Phillip tersenyum tipis. Ia menghapus airmata Arabelle dengan jemarinya. "Aku tahu aku adalah kakak yang jahat. Maafkan aku." Ia mengecup dahi Arabelle kemudian mengelus puncak kepala gadis itu.
"Aku yang harusnya minta maaf, Kak. Aku bukanlah adik yang baik. Aku selalu menyusahkan Kakak." Arabelle tersenyum manis kepada Phillip. Tak lama, Giorgio berteriak memanggil Arabelle untuk menghampirinya.
Ya, setelah kembali dari bumi, entah mengapa mereka sering berbicara seperti manusia. Mereka jarang menggunakan telepati seperti dulu. Kecuali jika jarak mereka cukup jauh, barulah mereka bertelepati.
Apa kau tidak merasa kalau kau terlalu kejam kepada Belle, Phillip?

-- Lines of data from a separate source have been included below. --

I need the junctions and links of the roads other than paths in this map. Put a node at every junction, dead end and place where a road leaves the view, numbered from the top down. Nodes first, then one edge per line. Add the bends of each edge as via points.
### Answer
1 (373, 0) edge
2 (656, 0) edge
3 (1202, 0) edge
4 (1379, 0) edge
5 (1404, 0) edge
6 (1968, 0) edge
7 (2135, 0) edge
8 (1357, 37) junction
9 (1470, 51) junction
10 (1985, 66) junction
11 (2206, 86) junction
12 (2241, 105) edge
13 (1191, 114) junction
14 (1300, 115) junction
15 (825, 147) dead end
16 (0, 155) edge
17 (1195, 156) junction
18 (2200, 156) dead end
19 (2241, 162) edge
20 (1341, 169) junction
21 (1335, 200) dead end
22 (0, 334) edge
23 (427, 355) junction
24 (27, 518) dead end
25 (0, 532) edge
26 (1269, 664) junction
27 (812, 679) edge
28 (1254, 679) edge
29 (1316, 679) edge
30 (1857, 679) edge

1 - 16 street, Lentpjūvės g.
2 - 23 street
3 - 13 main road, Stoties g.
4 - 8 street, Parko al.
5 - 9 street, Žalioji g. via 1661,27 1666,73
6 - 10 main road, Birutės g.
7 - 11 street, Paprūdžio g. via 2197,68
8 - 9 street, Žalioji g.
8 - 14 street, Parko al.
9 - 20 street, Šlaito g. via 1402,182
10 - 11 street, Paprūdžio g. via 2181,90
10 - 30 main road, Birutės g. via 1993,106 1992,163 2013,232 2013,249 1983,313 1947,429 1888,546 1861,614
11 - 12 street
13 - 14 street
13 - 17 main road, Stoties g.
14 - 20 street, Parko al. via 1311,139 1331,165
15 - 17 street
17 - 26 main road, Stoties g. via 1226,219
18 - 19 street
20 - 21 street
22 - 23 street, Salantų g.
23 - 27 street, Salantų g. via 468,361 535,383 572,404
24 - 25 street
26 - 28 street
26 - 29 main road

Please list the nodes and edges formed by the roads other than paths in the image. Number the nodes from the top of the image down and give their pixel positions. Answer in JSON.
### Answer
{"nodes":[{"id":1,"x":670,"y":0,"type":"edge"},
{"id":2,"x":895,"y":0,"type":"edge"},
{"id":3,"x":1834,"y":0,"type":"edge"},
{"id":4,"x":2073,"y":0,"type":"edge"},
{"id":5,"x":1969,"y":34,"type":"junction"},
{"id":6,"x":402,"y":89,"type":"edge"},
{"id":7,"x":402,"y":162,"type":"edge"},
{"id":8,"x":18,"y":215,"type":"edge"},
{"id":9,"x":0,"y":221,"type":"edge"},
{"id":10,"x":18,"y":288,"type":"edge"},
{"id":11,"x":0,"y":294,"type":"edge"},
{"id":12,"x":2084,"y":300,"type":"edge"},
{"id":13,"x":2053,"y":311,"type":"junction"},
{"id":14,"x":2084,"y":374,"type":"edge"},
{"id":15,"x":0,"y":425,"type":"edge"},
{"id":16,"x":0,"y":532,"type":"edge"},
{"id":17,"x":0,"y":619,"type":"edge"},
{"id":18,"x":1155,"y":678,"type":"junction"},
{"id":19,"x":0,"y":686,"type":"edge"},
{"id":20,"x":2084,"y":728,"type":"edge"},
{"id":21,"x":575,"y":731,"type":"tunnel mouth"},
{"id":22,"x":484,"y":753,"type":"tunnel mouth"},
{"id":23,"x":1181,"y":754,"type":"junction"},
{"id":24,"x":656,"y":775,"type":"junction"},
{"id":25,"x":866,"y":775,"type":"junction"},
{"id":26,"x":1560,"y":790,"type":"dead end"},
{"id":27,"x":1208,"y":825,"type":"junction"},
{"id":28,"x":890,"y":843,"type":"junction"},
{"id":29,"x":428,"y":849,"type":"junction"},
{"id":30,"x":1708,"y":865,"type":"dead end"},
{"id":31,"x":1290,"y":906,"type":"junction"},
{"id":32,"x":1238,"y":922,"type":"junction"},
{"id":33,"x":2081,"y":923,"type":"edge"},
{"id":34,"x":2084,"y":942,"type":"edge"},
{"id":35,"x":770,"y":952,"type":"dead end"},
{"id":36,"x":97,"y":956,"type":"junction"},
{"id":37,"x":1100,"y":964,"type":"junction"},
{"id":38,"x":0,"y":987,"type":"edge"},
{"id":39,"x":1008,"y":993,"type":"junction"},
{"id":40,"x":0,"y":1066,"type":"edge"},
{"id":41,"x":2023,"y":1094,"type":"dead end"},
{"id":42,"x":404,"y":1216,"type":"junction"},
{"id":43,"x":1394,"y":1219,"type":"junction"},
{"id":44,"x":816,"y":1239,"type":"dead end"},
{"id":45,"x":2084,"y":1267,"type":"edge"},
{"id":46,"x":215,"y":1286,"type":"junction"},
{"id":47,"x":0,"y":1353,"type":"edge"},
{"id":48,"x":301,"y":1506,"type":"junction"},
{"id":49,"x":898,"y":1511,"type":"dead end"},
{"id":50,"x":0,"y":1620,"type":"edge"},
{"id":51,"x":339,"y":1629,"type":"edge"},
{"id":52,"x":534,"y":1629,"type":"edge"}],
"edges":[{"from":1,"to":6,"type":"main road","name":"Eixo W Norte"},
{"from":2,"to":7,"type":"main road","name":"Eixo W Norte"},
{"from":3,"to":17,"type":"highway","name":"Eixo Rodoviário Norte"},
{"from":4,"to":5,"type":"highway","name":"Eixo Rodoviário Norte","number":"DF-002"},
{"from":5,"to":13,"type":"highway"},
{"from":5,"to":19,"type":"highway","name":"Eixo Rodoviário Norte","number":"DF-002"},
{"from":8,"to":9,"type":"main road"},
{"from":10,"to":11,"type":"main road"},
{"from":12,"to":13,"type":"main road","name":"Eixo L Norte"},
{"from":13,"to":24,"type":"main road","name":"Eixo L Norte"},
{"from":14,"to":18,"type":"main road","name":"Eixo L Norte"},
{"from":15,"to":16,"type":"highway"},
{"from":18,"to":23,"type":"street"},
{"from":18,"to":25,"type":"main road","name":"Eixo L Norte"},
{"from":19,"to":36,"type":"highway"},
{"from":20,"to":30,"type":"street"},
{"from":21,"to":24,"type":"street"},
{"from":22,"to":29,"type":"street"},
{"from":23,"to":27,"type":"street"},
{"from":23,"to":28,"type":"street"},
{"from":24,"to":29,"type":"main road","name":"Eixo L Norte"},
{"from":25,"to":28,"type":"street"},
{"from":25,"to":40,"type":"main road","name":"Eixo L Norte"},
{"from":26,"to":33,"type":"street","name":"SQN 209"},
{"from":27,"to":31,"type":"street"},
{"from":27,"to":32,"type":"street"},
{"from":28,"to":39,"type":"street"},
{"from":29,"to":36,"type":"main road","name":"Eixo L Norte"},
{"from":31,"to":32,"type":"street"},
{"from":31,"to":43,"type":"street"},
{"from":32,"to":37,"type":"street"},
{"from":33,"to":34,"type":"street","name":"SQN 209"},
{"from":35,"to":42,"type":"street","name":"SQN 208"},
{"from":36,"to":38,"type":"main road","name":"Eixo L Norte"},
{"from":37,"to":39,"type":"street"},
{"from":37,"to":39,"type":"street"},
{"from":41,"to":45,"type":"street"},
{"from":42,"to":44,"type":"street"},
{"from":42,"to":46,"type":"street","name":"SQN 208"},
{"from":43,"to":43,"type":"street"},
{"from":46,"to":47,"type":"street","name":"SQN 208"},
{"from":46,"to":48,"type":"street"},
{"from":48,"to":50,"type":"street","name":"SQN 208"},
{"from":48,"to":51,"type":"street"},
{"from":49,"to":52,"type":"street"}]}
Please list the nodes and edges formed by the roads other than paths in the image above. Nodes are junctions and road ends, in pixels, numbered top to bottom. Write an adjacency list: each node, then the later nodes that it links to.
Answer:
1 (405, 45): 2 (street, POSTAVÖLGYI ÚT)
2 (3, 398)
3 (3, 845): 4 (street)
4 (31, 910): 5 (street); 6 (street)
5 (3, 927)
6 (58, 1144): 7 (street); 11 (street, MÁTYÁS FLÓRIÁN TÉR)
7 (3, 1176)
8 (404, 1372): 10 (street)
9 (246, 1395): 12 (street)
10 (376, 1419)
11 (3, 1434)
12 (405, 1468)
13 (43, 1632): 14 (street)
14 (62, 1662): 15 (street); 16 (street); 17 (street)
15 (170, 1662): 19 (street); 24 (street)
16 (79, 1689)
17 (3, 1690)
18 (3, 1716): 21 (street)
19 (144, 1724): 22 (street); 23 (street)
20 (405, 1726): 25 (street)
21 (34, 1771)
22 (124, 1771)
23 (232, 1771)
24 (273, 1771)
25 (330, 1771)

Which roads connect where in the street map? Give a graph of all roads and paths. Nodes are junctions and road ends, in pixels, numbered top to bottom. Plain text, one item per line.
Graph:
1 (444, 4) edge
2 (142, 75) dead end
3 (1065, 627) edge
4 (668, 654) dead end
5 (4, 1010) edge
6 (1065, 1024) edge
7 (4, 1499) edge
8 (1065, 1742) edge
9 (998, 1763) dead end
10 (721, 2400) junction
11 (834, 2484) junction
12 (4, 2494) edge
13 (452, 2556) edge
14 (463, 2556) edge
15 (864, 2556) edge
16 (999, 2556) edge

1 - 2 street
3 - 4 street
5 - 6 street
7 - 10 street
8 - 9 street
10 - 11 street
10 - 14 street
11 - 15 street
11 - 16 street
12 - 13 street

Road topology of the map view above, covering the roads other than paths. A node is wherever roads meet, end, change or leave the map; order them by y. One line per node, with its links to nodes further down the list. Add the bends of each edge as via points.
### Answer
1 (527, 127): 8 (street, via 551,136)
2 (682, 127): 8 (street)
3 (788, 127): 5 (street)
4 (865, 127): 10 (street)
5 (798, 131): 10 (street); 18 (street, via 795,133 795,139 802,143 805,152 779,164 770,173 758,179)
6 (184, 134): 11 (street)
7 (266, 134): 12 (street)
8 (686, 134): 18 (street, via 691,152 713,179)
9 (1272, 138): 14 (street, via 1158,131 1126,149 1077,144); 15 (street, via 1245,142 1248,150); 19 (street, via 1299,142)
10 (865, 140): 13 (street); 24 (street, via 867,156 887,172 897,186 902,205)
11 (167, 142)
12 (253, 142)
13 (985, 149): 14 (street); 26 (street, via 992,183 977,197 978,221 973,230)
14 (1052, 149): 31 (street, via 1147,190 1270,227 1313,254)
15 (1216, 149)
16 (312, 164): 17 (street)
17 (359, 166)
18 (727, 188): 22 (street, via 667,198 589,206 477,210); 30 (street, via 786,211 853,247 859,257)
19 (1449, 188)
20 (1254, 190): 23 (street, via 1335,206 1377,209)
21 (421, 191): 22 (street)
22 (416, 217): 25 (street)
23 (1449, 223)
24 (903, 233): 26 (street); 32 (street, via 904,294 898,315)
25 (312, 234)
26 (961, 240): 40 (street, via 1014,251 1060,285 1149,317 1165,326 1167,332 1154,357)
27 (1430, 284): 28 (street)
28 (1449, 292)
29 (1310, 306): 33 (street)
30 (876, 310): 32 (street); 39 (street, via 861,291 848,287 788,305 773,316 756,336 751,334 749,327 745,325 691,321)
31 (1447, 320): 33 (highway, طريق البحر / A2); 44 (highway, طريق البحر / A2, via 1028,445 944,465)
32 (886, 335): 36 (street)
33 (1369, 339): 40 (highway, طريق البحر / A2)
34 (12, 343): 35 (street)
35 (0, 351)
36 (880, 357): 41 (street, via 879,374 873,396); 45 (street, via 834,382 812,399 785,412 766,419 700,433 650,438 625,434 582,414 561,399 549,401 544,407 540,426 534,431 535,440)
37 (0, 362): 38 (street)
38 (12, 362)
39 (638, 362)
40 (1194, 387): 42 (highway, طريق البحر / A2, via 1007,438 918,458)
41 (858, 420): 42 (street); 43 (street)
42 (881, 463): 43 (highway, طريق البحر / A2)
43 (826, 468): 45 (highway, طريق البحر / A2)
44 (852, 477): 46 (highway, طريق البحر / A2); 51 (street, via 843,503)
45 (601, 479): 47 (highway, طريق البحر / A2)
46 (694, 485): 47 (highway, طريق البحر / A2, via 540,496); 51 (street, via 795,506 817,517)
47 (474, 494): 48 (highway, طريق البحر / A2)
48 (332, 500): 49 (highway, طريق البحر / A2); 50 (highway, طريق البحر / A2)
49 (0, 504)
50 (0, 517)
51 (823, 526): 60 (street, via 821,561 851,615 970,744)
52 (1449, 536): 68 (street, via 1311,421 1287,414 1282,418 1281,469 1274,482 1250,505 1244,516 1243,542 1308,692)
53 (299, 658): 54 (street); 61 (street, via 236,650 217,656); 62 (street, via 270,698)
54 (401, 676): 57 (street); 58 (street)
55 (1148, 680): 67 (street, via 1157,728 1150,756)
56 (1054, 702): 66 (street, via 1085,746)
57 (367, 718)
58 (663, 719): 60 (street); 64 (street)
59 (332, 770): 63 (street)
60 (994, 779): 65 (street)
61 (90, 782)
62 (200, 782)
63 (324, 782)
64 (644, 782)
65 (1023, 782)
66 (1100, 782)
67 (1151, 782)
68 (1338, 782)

Phillip tersentak mendengar suara pikiran milik Irina. Ia menolehkan kepalanya ke arah sebuah pohon oak tak jauh dari tempatnya kini. Terlihat gadis itu terbang mendekatinya, dengan sebuah keranjang penuh berisikan mawar putih.
"Apa maksudmu?"
"Kau tahu apa maksudku, Phillip. Kurasa kau terlalu kejam dengan adikmu."
Phillip mendengkus. "Tahu apa kau tentang itu? Kau sendiri meninggalkanku."
Irina hanya tersenyum simpul. "Kau juga tahu alasan kenapa aku melakukan ini. Bukankah berkat diriku kau bisa menemukan Arabelle?"
Phillip mengangguk pelan. "Itu adalah kenyataan yang tak bisa kutolak. Namun, kenyataan bahwa aku masih mencintaimu juga tak bisa ku tolak. Aku memang kejam, aku tahu itu. Tapi aku takkan membiarkan adik kesayanganku terluka lagi. Jadi berhentilah menyalahkanku."